121 Misc. 466 | N.Y. Sup. Ct. | 1923
The parties to this action both trace their title from one William Penn Howland, who formerly owned all of lot 67 in the military tract except thirty-nine and one-quarter acres which had been set off to Loami Beadle. The property in dispute is a part of that lot and, his ownership being admitted, it is presumed that Mr. Howland’s title traced back to the sovereign, so that the question of actual possession by plaintiff or his later predecessors is not necessarily involved; the facts create a constructive possession sufficient for plaintiff’s prima facie case. Baker v. Dv,ff, 136 App. Div. 13; affd., 202 N. Y. 570; Greenleaf v. B., F. & C. I. R. Co., 141 id. 395, 398; Wiechers v. McCormick, 122 App. Div. 860, 865.

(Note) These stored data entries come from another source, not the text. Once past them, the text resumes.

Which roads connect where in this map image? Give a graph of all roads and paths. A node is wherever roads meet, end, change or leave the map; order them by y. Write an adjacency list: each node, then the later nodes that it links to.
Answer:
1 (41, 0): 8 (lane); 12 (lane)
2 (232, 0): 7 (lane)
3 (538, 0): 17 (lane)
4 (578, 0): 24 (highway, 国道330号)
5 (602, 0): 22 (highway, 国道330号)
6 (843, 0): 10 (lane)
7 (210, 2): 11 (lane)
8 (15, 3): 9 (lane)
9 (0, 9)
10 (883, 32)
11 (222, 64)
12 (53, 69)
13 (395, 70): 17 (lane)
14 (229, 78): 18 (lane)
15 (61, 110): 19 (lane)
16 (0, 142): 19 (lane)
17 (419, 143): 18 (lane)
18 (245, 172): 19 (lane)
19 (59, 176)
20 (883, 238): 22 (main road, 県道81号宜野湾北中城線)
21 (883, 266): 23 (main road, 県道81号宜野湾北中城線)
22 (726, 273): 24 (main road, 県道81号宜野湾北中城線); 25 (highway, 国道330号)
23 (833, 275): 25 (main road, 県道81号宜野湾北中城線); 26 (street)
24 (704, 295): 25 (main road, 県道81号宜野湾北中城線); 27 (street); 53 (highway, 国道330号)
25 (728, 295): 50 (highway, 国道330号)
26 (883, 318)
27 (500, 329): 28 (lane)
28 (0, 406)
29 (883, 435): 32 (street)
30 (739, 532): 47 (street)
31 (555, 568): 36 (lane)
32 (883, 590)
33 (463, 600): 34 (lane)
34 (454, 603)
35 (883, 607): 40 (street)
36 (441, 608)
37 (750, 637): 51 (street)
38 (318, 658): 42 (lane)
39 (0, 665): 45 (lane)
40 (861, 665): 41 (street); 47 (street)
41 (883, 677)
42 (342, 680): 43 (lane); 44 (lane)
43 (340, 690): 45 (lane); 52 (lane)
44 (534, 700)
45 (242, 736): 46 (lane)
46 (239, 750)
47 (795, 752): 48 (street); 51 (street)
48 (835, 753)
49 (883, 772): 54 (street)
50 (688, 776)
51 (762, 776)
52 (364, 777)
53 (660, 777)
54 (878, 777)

On March 22, 1865, Mr. Howland and his wife sold and conveyed the lands in dispute to Henry C. Spaulding and by various mesne conveyances, in some of which the descriptions vary, but all and every of which sufficiently identifies the land to be the same as in the Spaulding deed, title thereto apparently became vested in David H. Evans, the testator of plaintiff and the original plaintiff herein, upon the 21st day of February, 1916.
The Spaulding deed described the land as being all that piece or parcel of land situate in the town of Savannah in the county of Wayne and state of New York, being part of lot No. 67 of said town of Savannah and bounded as follows: “ on the east by the Seneca River; on the south and west by the lines of said lot No. 67; on the north by the south edge of an upland ridge running across said lot No. 67, and containing about one hundred acres.”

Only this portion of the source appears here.